It would take more than militant attacks to force International Oil Companies (IOCs) out of Nigeria as they have reiterated their resolve to remain in the country.
To protect themselves from further losses, some IOCs have planned to increase production shut-ins especially in areas that are most affected by terrorist attack, the Punch reports.
Speaking on the continuous attacks by Niger Delta militants, a senior official at a major oil company said that his firm is yet to consider leaving Nigeria even though it has decreased operation in affected areas.

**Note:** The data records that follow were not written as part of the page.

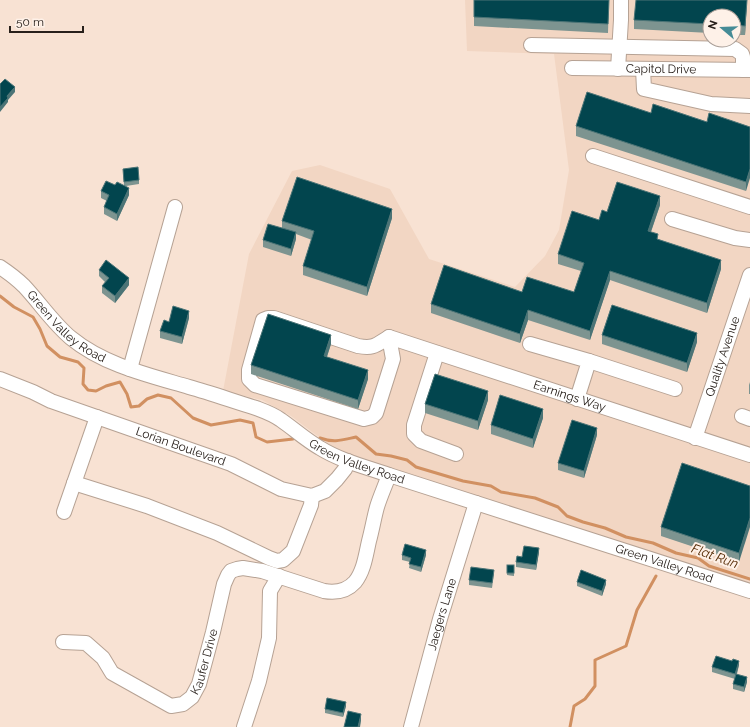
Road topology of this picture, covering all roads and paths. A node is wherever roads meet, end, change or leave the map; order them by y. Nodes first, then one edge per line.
1 (621, 0) edge
2 (531, 45) dead end
3 (619, 47) junction
4 (669, 48) junction
5 (572, 68) dead end
6 (618, 69) junction
7 (643, 69) junction
8 (671, 69) junction
9 (747, 70) edge
10 (750, 106) edge
11 (593, 156) dead end
12 (750, 207) edge
13 (175, 208) dead end
14 (672, 219) dead end
15 (750, 240) edge
16 (0, 267) edge
17 (750, 275) edge
18 (389, 337) junction
19 (530, 344) dead end
20 (437, 353) junction
21 (588, 361) junction
22 (130, 369) junction
23 (0, 379) edge
24 (675, 388) dead end
25 (577, 399) junction
26 (97, 417) junction
27 (695, 438) junction
28 (456, 454) dead end
29 (750, 456) edge
30 (348, 461) junction
31 (389, 475) junction
32 (74, 483) junction
33 (312, 496) junction
34 (476, 503) junction
35 (64, 512) dead end
36 (279, 576) junction
37 (750, 591) edge
38 (63, 642) dead end
39 (244, 727) edge
40 (410, 727) edge

1 - 3 street
2 - 3 street
3 - 4 street
3 - 6 street
4 - 8 street
4 - 9 street
5 - 6 street, Capitol Drive
6 - 7 street, Capitol Drive
7 - 8 street, Capitol Drive
7 - 10 street
8 - 9 street, Capitol Drive
11 - 12 street
13 - 22 street
14 - 15 street
16 - 22 street, Green Valley Road
17 - 27 street, Quality Avenue
18 - 18 street
18 - 20 street, Earnings Way
19 - 21 street
20 - 25 street, Earnings Way
20 - 28 street
21 - 24 street
21 - 25 street
22 - 30 street, Green Valley Road
23 - 26 street, Lorian Boulevard
25 - 27 street, Earnings Way
26 - 32 street
26 - 33 street, Lorian Boulevard
27 - 29 street, Earnings Way
30 - 31 street, Green Valley Road
30 - 33 street
31 - 34 street, Green Valley Road
31 - 36 street, Kaufer Drive
32 - 33 street
32 - 35 street
34 - 37 street, Green Valley Road
34 - 40 street, Jaegers Lane
36 - 38 street, Kaufer Drive
36 - 39 street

“We are not thinking of pulling out of Nigeria for I’ve never heard it and I don’t have an answer to say that we are pulling out from the country. However, this does not mean that we won’t shut operations in areas where explosions and destruction are high.”
On his part, the Managing Director, Shell Petroleum Development Company of Nigeria Limited and Country Chair, Shell Companies in Nigeria, Osagie Okunbor, said, “Shell is not leaving Nigeria. Our strategy in Nigeria is to optimise our onshore oil footprint, while making further investments in other growth areas, particularly in deep water and the gas value chain, including domestic gas.”
The Managing Director of Frontier Oil Limited, gave possible solutions to the problem while noting that investment in oil has become risky.
“People only want to invest in an area where they can make money and enjoy their returns. This is a simple business strategy. There’s no point trying to make money if you are going to die in the next minute. It doesn’t make sense.”
“Now, the solution to this trouble has to be a carrot and stick approach. There must be engagement, because to some extent there is a political arm to this menace. But is it criminality and that is why we must adopt a carrot and stick approach. Let the people know that I’m willing to engage but this engagement will be with legitimate people who can put the interest of their people on the table.”